The Central Intelligence Agency internally had decided Oswald’s guilt in less than a week based on varied documents, a laughable claim when considering that nearly sixty years later all the official evidence related to the case has not been released. As the UVA article suggests, there likely are embarrassing documents some agencies wanted forgotten, but also there is likely further information regarding programs and initiatives that might have been abused, which feasibly could allow some outside groups to undertake the assassination. From the CIA’s ZRRIFLE program, the Agency constructed to allow “executive action” capability (assassination capability), to Operation Mongoose, a similar sabotage warfare program, the CIA could have unknowingly provided the blueprints for a domestic political assassination.  While some might believe these were closely guarded secrets, the CIA approached several criminals, Cuban exiles, and questionable figures to undertake these endeavors and related officials shared aspects of such programs that might have allowed rogue members or outside parties to use the government’s plans against it.

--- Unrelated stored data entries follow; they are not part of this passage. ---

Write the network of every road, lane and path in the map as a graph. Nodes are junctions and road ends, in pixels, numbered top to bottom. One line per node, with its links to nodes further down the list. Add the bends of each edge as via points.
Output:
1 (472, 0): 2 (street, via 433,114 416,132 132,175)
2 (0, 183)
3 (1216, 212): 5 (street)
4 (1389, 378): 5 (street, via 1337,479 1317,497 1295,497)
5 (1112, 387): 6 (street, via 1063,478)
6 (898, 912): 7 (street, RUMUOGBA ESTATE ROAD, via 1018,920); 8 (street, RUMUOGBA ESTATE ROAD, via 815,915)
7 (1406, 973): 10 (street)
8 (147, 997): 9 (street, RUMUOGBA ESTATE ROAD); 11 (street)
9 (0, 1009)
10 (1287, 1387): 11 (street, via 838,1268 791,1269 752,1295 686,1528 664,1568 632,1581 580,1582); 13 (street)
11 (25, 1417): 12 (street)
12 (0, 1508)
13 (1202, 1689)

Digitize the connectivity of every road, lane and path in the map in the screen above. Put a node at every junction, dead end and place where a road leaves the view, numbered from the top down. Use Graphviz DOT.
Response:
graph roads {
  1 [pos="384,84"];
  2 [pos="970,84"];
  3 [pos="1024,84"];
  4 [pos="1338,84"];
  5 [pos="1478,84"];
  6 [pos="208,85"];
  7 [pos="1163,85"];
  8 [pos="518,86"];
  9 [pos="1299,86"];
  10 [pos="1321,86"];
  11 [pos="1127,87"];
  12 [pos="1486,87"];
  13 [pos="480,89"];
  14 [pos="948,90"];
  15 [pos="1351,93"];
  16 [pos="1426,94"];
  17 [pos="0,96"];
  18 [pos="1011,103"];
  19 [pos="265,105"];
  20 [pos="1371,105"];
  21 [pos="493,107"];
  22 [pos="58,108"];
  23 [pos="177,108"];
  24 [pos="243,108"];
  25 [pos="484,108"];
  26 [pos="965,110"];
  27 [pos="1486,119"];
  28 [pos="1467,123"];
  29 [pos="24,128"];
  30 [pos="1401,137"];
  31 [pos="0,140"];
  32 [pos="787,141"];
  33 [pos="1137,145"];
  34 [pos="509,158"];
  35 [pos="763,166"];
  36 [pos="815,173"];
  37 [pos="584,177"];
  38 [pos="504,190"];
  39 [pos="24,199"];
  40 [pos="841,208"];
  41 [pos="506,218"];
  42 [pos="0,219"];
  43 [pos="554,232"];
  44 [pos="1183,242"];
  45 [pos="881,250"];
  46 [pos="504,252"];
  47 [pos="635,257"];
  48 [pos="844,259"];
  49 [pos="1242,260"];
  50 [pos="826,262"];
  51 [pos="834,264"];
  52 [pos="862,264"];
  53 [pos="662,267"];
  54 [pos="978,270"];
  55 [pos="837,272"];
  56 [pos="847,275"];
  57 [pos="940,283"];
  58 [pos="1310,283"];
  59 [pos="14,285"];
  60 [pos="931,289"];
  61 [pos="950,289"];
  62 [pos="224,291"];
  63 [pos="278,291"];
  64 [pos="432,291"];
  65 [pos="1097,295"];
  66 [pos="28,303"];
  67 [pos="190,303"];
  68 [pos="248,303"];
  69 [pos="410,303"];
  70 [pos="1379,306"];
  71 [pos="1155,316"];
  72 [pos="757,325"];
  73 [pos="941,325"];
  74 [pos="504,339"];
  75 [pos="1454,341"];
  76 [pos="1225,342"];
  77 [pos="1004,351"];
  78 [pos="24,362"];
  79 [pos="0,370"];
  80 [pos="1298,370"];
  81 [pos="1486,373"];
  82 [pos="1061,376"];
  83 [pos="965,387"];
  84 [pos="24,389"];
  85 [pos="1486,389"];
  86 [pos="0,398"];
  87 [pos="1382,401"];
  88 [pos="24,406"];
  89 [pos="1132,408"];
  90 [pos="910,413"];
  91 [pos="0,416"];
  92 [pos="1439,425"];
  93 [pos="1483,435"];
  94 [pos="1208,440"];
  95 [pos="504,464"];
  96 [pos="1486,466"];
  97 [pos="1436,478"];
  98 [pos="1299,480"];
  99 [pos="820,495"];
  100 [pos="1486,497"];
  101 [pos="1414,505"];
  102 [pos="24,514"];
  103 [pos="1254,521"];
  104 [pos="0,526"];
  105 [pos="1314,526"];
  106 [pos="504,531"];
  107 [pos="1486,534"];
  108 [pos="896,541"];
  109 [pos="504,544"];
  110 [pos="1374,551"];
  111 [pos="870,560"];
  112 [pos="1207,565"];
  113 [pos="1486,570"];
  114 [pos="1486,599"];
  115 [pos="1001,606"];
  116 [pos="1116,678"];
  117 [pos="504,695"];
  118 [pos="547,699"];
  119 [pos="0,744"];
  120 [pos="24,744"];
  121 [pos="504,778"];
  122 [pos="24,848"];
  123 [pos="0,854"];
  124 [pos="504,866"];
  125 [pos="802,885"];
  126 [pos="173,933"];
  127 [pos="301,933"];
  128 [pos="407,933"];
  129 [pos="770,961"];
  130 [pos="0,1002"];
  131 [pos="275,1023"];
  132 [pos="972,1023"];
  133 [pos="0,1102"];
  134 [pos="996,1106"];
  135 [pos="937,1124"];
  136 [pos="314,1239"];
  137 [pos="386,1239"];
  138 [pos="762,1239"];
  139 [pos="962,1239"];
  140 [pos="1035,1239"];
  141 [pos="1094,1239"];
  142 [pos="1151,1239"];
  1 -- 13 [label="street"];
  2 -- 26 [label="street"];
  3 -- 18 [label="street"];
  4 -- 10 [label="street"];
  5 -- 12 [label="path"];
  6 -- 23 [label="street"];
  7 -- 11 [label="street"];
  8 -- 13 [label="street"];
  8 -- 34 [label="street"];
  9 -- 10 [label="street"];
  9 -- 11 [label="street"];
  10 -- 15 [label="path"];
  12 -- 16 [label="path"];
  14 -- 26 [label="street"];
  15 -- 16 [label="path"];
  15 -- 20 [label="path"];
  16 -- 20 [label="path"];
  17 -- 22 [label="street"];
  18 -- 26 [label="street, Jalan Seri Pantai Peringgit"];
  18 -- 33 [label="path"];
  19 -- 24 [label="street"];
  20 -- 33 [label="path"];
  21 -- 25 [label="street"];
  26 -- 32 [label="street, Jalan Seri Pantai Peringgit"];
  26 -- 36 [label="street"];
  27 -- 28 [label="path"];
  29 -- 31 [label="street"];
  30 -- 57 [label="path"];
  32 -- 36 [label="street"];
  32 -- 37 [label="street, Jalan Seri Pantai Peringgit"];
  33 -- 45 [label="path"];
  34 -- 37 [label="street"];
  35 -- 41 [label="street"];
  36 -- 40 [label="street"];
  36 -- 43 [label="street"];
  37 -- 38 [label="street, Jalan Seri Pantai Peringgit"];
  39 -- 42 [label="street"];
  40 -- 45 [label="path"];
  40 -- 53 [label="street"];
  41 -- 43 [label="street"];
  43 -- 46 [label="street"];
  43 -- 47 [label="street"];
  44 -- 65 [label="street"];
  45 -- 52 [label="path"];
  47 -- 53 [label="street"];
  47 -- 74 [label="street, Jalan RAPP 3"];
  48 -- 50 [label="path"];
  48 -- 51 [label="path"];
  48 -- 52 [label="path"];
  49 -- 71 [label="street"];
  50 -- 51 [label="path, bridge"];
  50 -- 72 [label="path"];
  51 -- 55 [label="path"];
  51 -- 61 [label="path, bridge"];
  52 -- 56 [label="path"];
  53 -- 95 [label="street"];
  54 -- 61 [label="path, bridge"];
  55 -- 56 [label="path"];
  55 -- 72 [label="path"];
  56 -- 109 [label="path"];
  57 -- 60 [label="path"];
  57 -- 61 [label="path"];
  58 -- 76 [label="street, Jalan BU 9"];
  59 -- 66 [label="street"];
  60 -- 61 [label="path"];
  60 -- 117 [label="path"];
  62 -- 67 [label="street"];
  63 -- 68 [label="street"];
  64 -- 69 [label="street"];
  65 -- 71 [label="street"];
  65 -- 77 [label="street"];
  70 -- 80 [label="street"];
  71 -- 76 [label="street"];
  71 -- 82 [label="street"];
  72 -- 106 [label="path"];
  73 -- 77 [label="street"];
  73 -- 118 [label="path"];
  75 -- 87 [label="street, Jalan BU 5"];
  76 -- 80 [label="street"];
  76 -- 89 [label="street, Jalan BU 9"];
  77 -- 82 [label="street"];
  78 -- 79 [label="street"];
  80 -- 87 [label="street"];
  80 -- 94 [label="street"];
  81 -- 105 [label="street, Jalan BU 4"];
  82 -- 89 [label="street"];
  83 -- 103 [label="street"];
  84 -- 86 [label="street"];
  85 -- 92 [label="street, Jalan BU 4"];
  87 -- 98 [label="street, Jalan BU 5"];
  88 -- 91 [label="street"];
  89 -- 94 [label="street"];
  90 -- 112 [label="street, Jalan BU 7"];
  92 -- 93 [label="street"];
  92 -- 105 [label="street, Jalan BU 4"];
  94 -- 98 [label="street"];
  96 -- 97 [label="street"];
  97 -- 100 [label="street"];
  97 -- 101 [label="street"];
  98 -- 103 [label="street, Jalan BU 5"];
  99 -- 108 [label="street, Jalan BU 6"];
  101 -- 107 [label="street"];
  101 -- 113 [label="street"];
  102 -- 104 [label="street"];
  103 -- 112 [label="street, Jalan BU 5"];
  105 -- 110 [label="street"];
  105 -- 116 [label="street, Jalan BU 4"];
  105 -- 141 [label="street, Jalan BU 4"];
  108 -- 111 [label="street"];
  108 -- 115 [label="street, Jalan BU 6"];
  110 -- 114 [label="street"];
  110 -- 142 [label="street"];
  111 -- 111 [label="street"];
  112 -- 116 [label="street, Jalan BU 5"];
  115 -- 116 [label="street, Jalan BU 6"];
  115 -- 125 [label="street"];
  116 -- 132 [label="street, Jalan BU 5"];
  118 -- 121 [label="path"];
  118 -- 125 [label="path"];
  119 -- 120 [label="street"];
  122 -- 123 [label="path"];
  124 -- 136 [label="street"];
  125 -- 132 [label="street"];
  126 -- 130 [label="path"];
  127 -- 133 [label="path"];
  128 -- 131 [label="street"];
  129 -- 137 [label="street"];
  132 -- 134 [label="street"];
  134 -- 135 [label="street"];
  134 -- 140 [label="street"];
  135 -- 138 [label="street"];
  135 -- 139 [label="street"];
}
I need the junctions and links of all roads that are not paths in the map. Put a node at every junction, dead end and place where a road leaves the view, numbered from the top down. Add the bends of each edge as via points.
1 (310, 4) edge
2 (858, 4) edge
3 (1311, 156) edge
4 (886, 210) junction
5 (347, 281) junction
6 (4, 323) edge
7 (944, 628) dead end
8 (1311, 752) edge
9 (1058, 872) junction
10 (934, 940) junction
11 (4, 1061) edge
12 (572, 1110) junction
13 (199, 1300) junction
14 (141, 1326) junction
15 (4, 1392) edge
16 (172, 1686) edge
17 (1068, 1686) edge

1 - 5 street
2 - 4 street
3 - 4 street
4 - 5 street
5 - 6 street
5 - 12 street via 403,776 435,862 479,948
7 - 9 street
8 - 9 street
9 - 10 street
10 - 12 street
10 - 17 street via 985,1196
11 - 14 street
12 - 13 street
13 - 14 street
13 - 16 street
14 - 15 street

Further consider that J. Edgar Hoover’s misuse of government power for decades, which includes using the FBI to privately attack those deemed Communists during the Red Scare, hampering the Civil Rights Movement, threatening Dr. Martin Luther King Jr’s life, and his attempts to block the release of FBI documents for years might be among the several reasons the public mistrusts some officials. Several additional later scandals which vary from the FBI’s illegal spying upon countless Americans to exposure of the CIA’s Castro assassination plots, during the years President Kennedy was killed, linger in the public’s mind. Each of these violations of the public trust are reasons to doubt what many officials claimed and likely increased public doubts.

While nothing has yet emerged as “groundbreaking” from the latest release of files yet, that does not diminish the likelihood that there is useful information to be gleaned or the emergence of files that are more complete than former versions, as has occurred in past releases. Add to the over ten thousand latest files that is each of a varying number of pages, and the hundreds of thousands of prior released files, that have provided insights prior once considered lost to history. Until the pages are read one cannot determine the contents of all related files and no one has read them all. Most likely there is even yet further insights to be gleaned not just from the latest documents but preceding ones as well. Some are determined to deem all such evidentiary possibilities as unlikely and the attempt to discover new evidence is unimportant. Yet as these pages are reviewed, what once was called impossible has sometimes been later proven. This occurs far more often than many officials, academics, and the press have ever anticipated, which is yet another viable reason to seek further information regarding the case.